The auto industry has long touted air bags as being life-saving devices.
They are heavily marketed to car buyers across the country and here in
New York who are concerned about their survivability in an accident. However,
one manufacturer's air bags are now considered a dangerous product
after causing numerous injuries and even some deaths. Takata manufactured
the air bags in question, and it now appears that automaker Honda knew
about the problems with the product well in advance of the current recall.
An out-of-state accident back in 2004 brought the problem to the attention
of Honda and Takata, but it was thought to be an isolated incident. When
the air bag deployed, the driver of the Honda suffered injuries due to
metal shrapnel that flew out of the air bag. This is the same concern
that has led to the recall of no less than 14 million vehicles manufactured
by 11 separate automakers. Takata manufactured all of the air bags.
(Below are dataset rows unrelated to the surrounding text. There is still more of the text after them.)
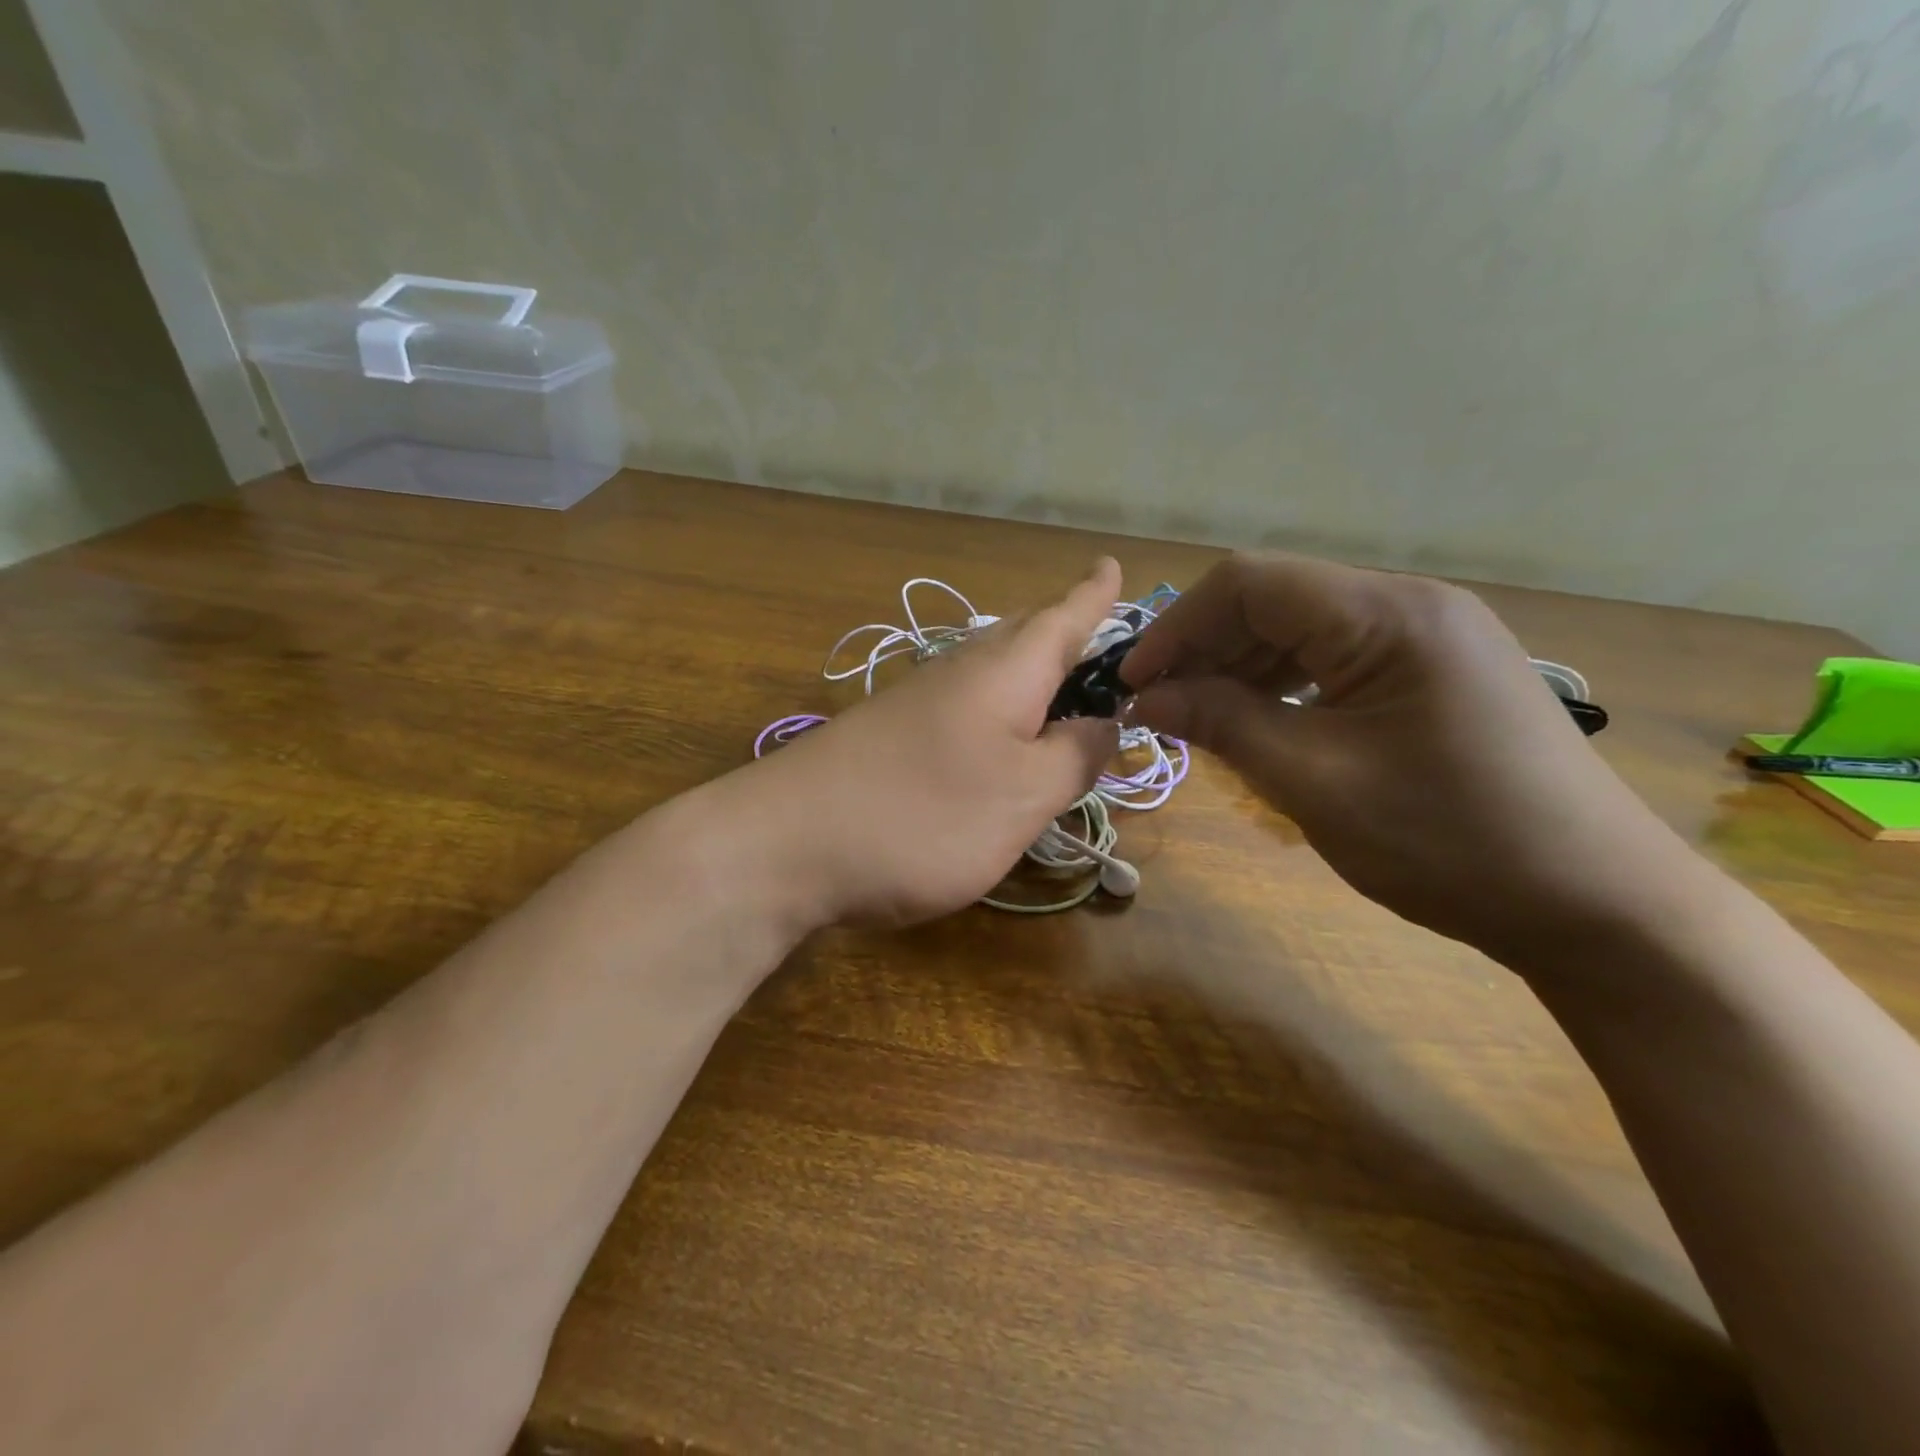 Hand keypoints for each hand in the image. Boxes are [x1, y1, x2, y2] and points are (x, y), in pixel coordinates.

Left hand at [729, 559, 1123, 927]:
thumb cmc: (923, 815)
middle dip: (1064, 632)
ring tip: (1062, 688)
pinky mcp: (889, 739)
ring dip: (1030, 674)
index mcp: (1004, 673)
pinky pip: (963, 708)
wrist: (785, 845)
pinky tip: (996, 740)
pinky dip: (996, 713)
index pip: (1063, 619)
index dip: (1094, 595)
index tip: (1114, 563)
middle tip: (1098, 635)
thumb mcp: (1023, 796)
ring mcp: (916, 705)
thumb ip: (1074, 757)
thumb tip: (1105, 724)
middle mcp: (959, 674)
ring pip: (990, 673)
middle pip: (1024, 639)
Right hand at [1120, 552, 1703, 964]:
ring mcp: (1430, 638)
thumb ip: (1223, 723)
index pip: (1250, 583)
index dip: (1177, 626)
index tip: (1132, 683)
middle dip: (1205, 648)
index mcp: (1388, 614)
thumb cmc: (1451, 842)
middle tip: (1158, 709)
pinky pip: (1337, 660)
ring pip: (1303, 630)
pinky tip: (1261, 725)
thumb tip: (1143, 696)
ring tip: (1199, 720)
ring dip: (1240, 669)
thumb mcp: (1316, 781)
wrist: (1599, 907)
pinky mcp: (1436, 674)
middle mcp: (1410, 605)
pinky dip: (1284, 687)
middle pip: (1275, 600) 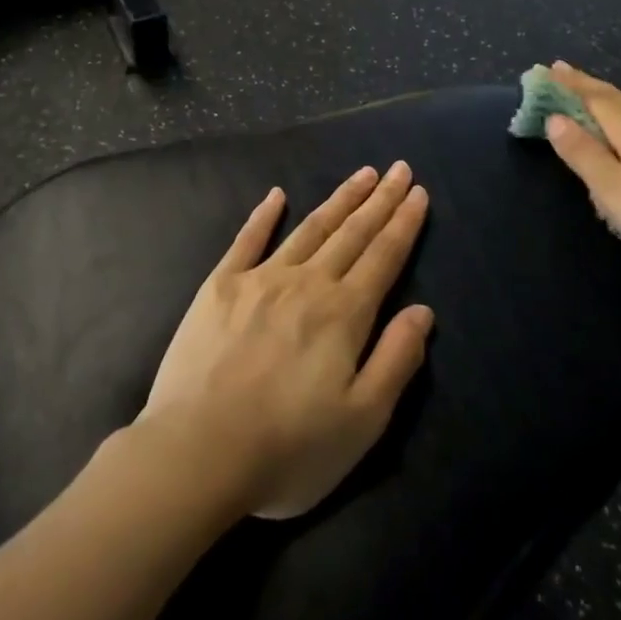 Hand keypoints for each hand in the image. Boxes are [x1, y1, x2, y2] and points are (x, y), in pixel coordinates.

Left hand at [140, 163, 434, 520]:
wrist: (198, 452)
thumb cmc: (288, 449)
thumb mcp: (362, 421)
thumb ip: (396, 360)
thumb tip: (423, 311)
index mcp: (344, 314)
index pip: (383, 256)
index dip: (404, 223)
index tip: (417, 191)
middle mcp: (306, 283)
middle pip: (352, 233)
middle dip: (379, 199)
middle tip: (397, 168)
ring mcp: (260, 279)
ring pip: (310, 228)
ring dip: (339, 200)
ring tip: (360, 175)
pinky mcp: (220, 286)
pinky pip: (248, 240)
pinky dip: (264, 215)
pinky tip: (277, 195) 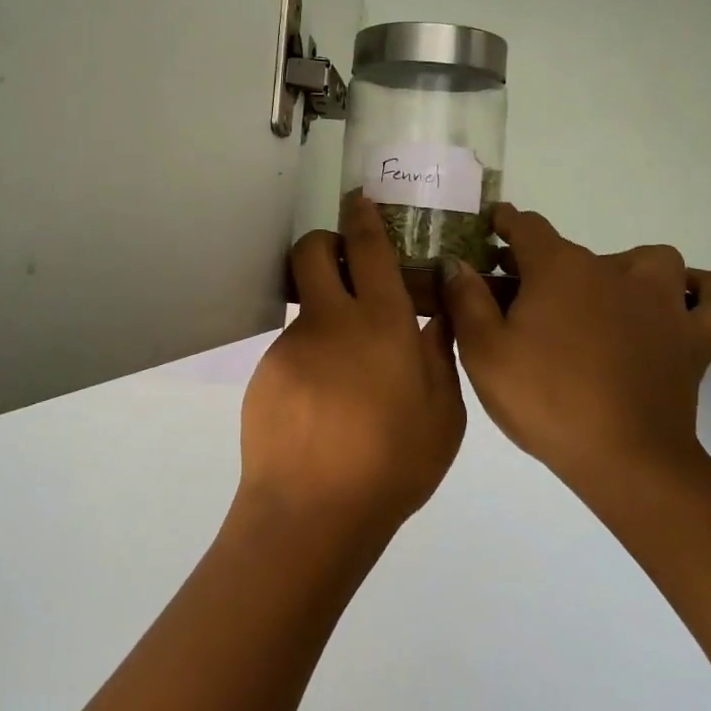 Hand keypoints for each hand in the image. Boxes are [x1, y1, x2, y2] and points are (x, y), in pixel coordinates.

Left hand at [236, 195, 465, 547]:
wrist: (312, 512)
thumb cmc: (393, 464)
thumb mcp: (443, 416)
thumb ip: (440, 357)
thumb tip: (437, 319)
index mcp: (381, 323)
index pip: (368, 248)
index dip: (362, 216)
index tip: (359, 199)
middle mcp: (331, 320)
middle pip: (312, 251)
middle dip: (325, 242)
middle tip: (344, 264)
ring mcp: (293, 344)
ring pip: (304, 303)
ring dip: (324, 311)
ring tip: (347, 367)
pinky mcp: (267, 371)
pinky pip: (294, 348)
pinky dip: (311, 358)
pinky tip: (325, 402)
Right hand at [442, 203, 710, 496]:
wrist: (625, 460)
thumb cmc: (546, 400)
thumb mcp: (484, 352)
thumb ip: (466, 300)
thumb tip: (457, 261)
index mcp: (558, 269)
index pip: (527, 227)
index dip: (506, 222)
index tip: (493, 224)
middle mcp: (612, 270)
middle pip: (577, 250)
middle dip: (548, 263)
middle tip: (527, 297)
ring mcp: (660, 301)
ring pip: (650, 261)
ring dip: (626, 269)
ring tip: (604, 298)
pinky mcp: (694, 337)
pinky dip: (702, 290)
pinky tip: (685, 296) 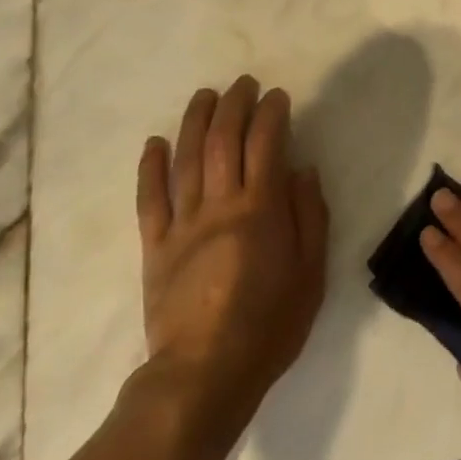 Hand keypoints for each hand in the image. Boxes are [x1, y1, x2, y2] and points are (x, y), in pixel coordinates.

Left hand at [134, 76, 328, 442]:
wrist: (204, 375)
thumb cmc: (269, 325)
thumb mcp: (311, 274)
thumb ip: (309, 217)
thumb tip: (302, 170)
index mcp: (260, 210)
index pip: (265, 144)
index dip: (271, 113)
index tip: (277, 96)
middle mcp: (219, 205)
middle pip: (223, 140)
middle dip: (234, 104)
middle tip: (243, 84)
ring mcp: (182, 224)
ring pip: (186, 159)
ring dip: (195, 121)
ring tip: (204, 96)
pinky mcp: (155, 247)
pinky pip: (150, 200)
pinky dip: (151, 168)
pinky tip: (155, 143)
A handful of incidents were reported to Honda after the 2004 accident,
including one woman who bled to death -- while her children watched helplessly
-- due to shrapnel from her air bag. It appears that Honda and Takata
did issue an extremely limited recall in 2008, but it did not raise any
red flags for other automakers until recently. It is possible that the
limited reporting requirements for these types of incidents could have
contributed to the problem.
Between this recall and the GM ignition switch recall, it appears that
regulations regarding reporting of incidents such as these may need to
be overhauled. Considering the number of vehicles that are subject to
the recall of this dangerous product, it is amazing and fortunate that
more people were not killed or seriously injured over the years. A New
York resident who suffered injuries -- or the family of someone who died
-- as a result of a faulty air bag retains the right to file a products
liability claim against the parties deemed responsible.